This week we're talking about fungus two ways. One that can survive exclusively on polyurethane and another that can replace Styrofoam.
Both polyurethane and styrofoam are not biodegradable, so without a solution, all the plastic bottles and old toys we throw out every year will be sitting in landfills for centuries.
Yes, you can recycle plastic, but that just means turning it into another product and recycling hasn't sufficiently slowed the production of new plastic.
According to a Yale study, globally we produced 245 million tons of plastic in 2006, compared to only 1.5 million tons in 1950.
One of the fungi we're looking at is called pestalotiopsis microspora.

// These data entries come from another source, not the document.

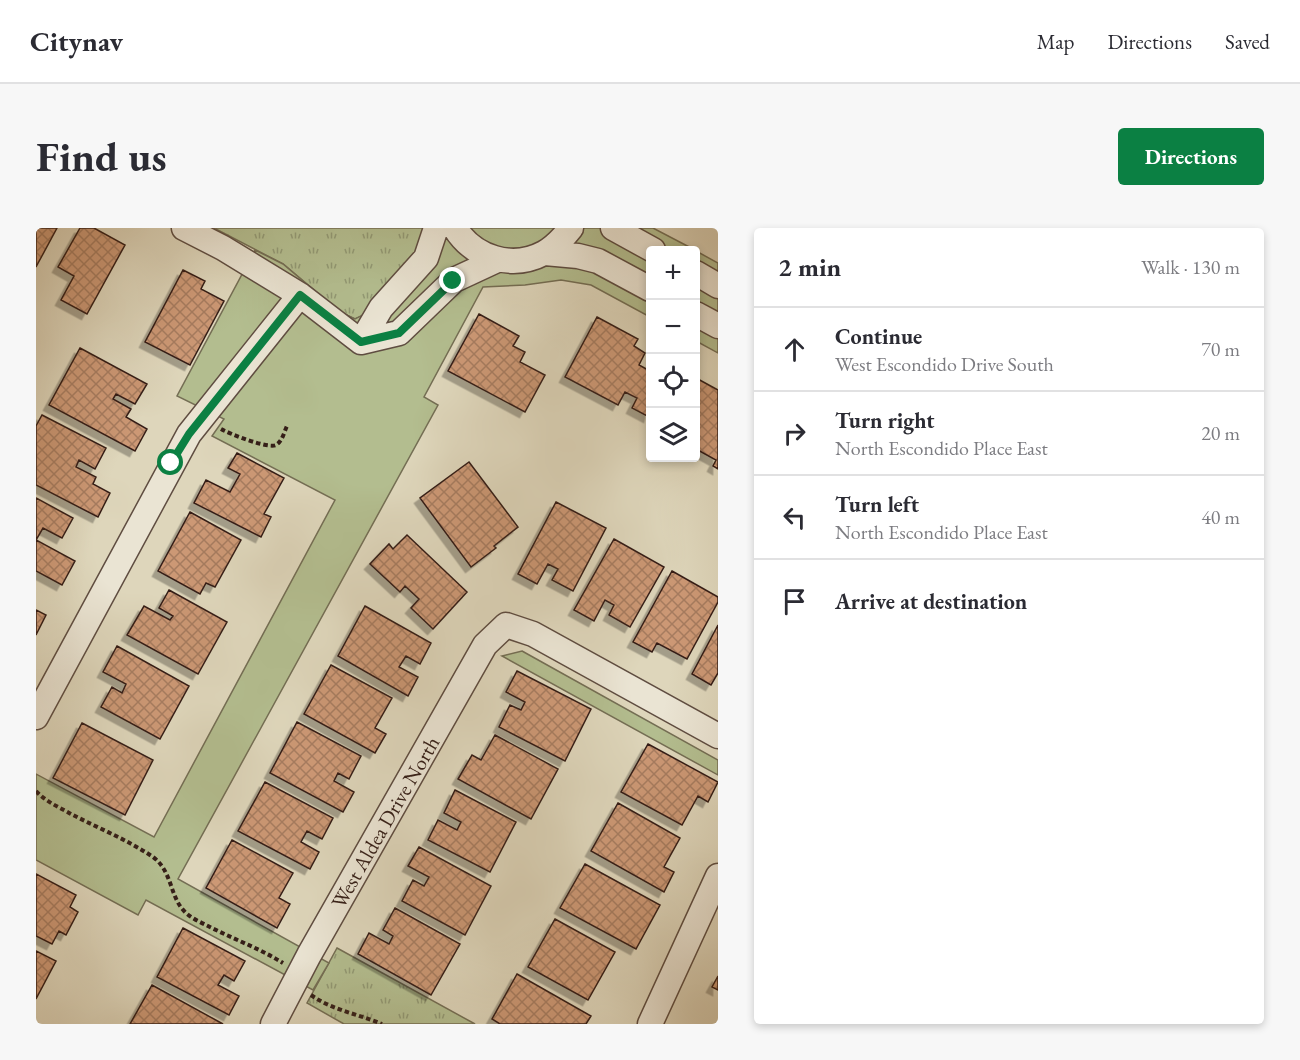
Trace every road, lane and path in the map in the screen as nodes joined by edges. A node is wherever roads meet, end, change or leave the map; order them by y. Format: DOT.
graph roads {
  1 [pos="184,228"];
  2 [pos="436,228"];
  3 [pos="455,228"];
  4 [pos="571,228"];
  5 [pos="613,228"];
  6 [pos="646,246"];
  7 [pos="545,253"];
  8 [pos="497,260"];
  9 [pos="700,275"];
  10 [pos="646,286"];
  11 [pos="718,286"];
  12 [pos="300,295"];
  13 [pos="700,316"];
  14 [pos="718,326"];
  15 [pos="361,342"];
  16 [pos="202,418"];
  17 [pos="288,424"];
  18 [pos="36,717"];
  19 [pos="718,735"];
  20 [pos="36,791"];
  21 [pos="718,876"];
  22 [pos="296,982"];
  23 [pos="273,1024"];
  24 [pos="382,1024"];
  25 [pos="650,1024"];
  1 -- 12 [label="street"];
  2 -- 15 [label="street"];
  3 -- 8 [label="street"];
  4 -- 7 [label="street"];
  5 -- 6 [label="street"];
  7 -- 8 [label="street"];
  7 -- 10 [label="street"];
  8 -- 15 [label="street"];
  9 -- 11 [label="street"];
  12 -- 15 [label="street"];
  12 -- 16 [label="street"];
  13 -- 14 [label="street"];
  16 -- 17 [label="path"];
  16 -- 18 [label="street"];
  19 -- 22 [label="street, West Aldea Drive North"];
  20 -- 22 [label="path"];
  21 -- 25 [label="street"];
  22 -- 23 [label="street, West Aldea Drive North"];
  22 -- 24 [label="path"];
}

It was discovered by a group of Yale researchers on an expedition in Ecuador and can subsist on polyurethane alone in airless environments, like the bottom of a landfill.

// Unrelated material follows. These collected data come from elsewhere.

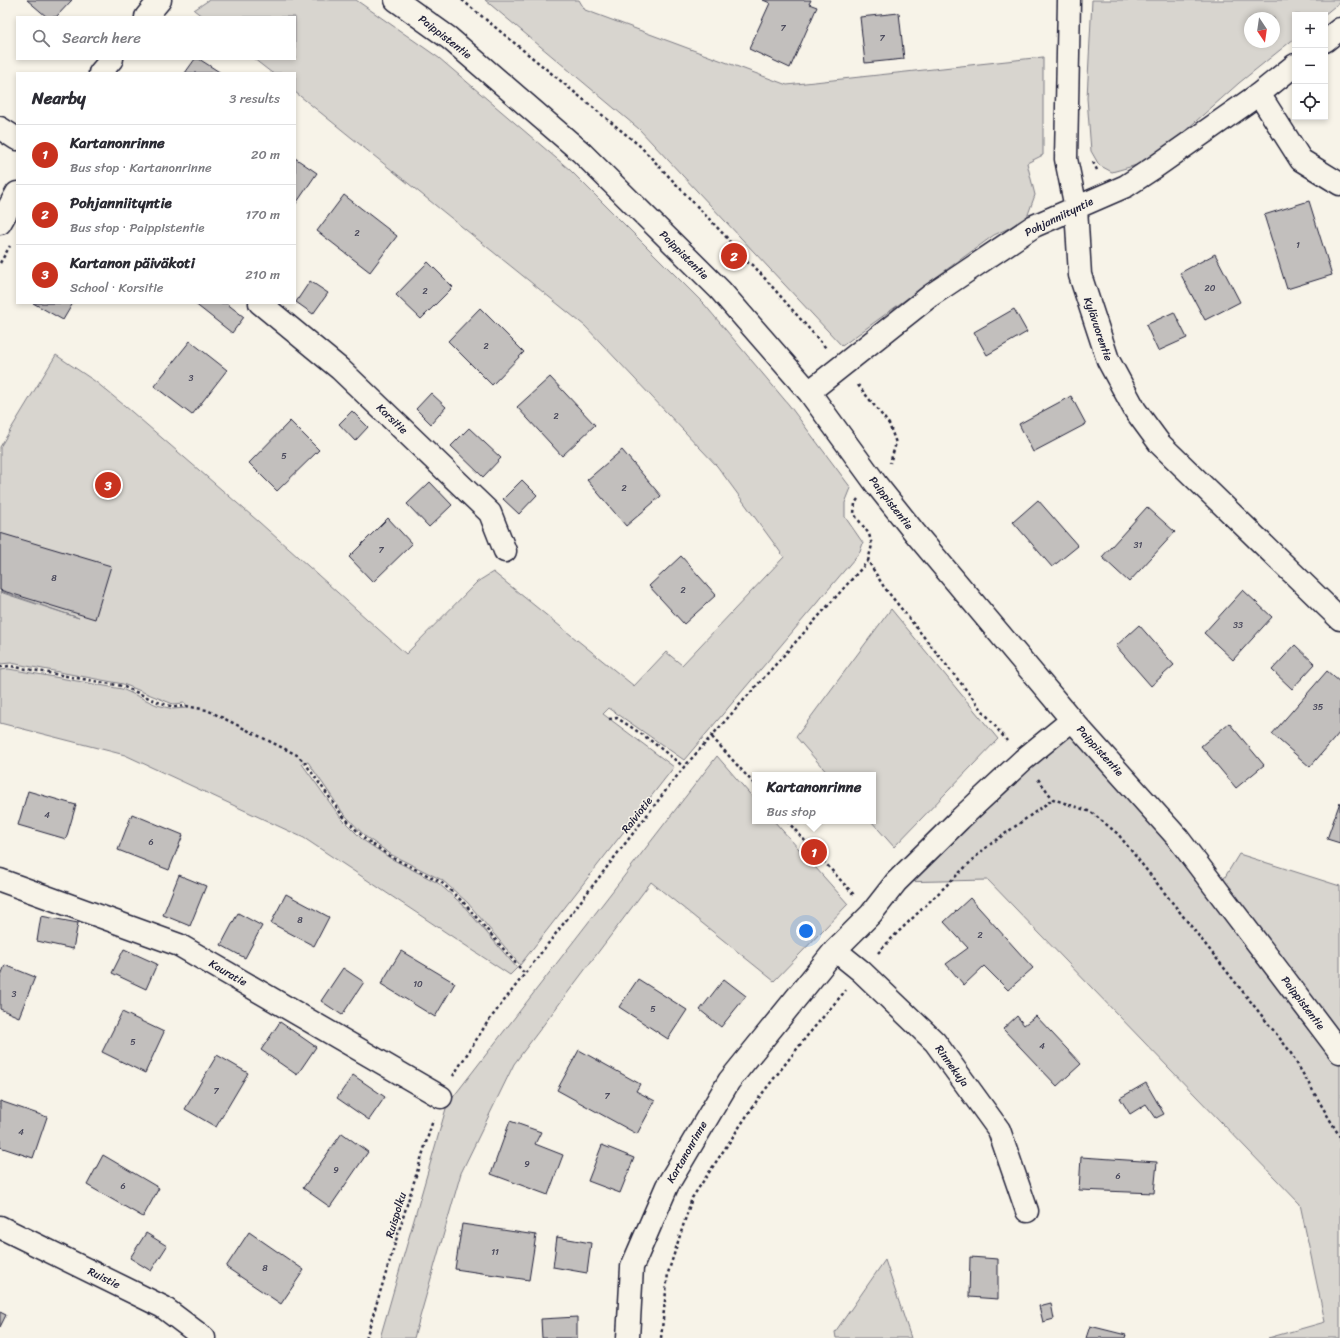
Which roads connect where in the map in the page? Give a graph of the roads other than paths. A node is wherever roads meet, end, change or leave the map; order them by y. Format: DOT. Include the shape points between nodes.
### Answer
graph roads {
  1 [pos="160,0"];
  2 [pos="396,0"];
  3 [pos="1069,0"];
  4 [pos="147,16"];
  5 [pos="1340,29"];
  6 [pos="1328,39"];
  7 [pos="111,60"];
  8 [pos="1292,67"];
  9 [pos="101,72"];
  10 [pos="1259,94"];
  11 [pos="0,128"];
  12 [pos="16,138"];
  13 [pos="1340,184"];
  14 [pos="16,195"];
  15 [pos="1076,208"];
  16 [pos="0,223"];
  17 [pos="261,304"];
  18 [pos="809,392"];
  19 [pos="505,551"];
  20 [pos="1340,619"];
  21 [pos="1072,720"];
  22 [pos="0,880"];
  23 [pos="835,950"];
  24 [pos="1340,1052"];
  25 [pos="441,1097"];
  26 [pos="1026,1211"];
  27 [pos="0,1227"];
  28 [pos="204,1338"];
  29 [pos="628,1338"];
  1 -- 4 [label="street"];
  2 -- 18 [label="street, Paippistentie" via="449,38 581,152 720,290"];
  3 -- 15 [label="street, Kylävuorentie" via="1066,159"];
  5 -- 6 [label="street"];
  7 -- 9 [label="street"];
  8 -- 10 [label="street, Pohjanniityntie"];
  10 -- 13 [label="street" via="1301,160"];
  10 -- 15 [label="street, Pohjanniityntie" via="1126,186"];
  11 -- 12 [label="street"];
  14 -- 16 [label="street"];
  15 -- 18 [label="street, Pohjanniityntie" via="1034,226 930,296"];
  15 -- 20 [label="street, Kylävuorentie" via="1080,275 1108,360 1135,410 1160,444"];
  17 -- 19 [label="street, Korsitie" via="340,369 490,514"];
  18 -- 21 [label="street, Paippistentie" via="890,503"];
  21 -- 23 [label="street, Kartanonrinne" via="1023,760 960,819 896,882 871,914"];
  21 -- 24 [label="street, Paippistentie" via="1177,838"];
  22 -- 25 [label="street, Kauratie" via="179,944"];
  23 -- 26 [label="street, Rinnekuja" via="862,971 935,1042 999,1130"];
  23 -- 29 [label="street, Kartanonrinne" via="729,1081 667,1186 632,1267"];
  27 -- 28 [label="street, Ruistie" via="163,1307"];
}
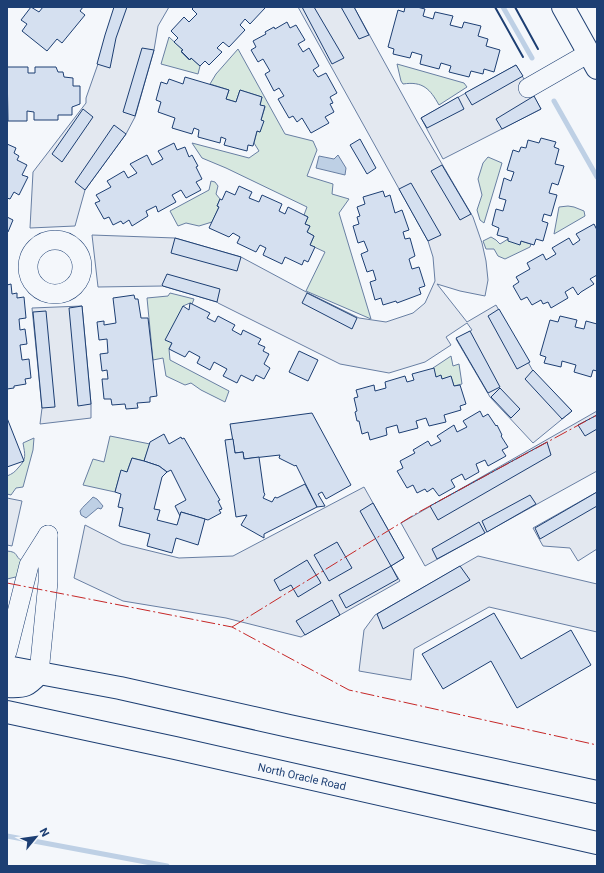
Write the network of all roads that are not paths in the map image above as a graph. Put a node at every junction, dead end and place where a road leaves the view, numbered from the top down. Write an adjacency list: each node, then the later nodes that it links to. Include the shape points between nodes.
1 (563, 7): 2 (main road)
2 (594, 59): 3 (lane)
3 (528, 88)
4 (7, 652): 6 (lane, via 28,565 48,535 48,582)
5 (7, 667): 6 (main road)
6 (39, 673): 7 (main road, via 31,682 20,687); 9 (main road, via 120,688)
7 (7, 686)
8 (7, 712): 10 (main road, North Oracle Road)
9 (597, 792)
10 (597, 843)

The other comes from a couple of college friends who discovered that the sticky substance on the bottom of mushrooms called mycelium could be turned into a glue and when that glue is combined with corn husks and other food byproducts it takes on a form similar to Styrofoam. Their company, Ecovative wants used Styrofoam to become mulch, not waste.
A future with less plastic and more mulch, all thanks to fungus.
I guess it all goes to show that the planet CAN take care of itself, and it WILL take care of itself, no matter what puny "mankind" does or does not do!
That is not to say that we, as individuals, should not do our best to keep our area of responsibility clean!
CM1, USN (RET)
2002 Fleetwood Southwind 32V, Ford V10
Toad: 2006 Jeep Rubicon LJ
Other toad: '06 PT Cruiser, Kar Kaddy dolly
Toy: 1977 Dodge W100 CC SWB, 3/4 ton axles & springs
"When seconds count, help is only minutes away!"
Many many years ago, before we were environmentally correct, we use to dump motor oil, at one spot. A piece, of wood on it. I picked it up and there were lots, of slugs, on it. There many holes and slime trails out of the soil. They were all kinda yellow. It was apparent, to me, they were living in the soil and feeding on the stuff.
It's all a question of time - most everything can be eaten by something, in theory, although for some material evolution might need to take place first. The planet will indeed take care of itself over time. The question in terms of the environment is how fast, and at what point our changes make the planet inhospitable to us. I rather prefer it being a pleasant place for us to live.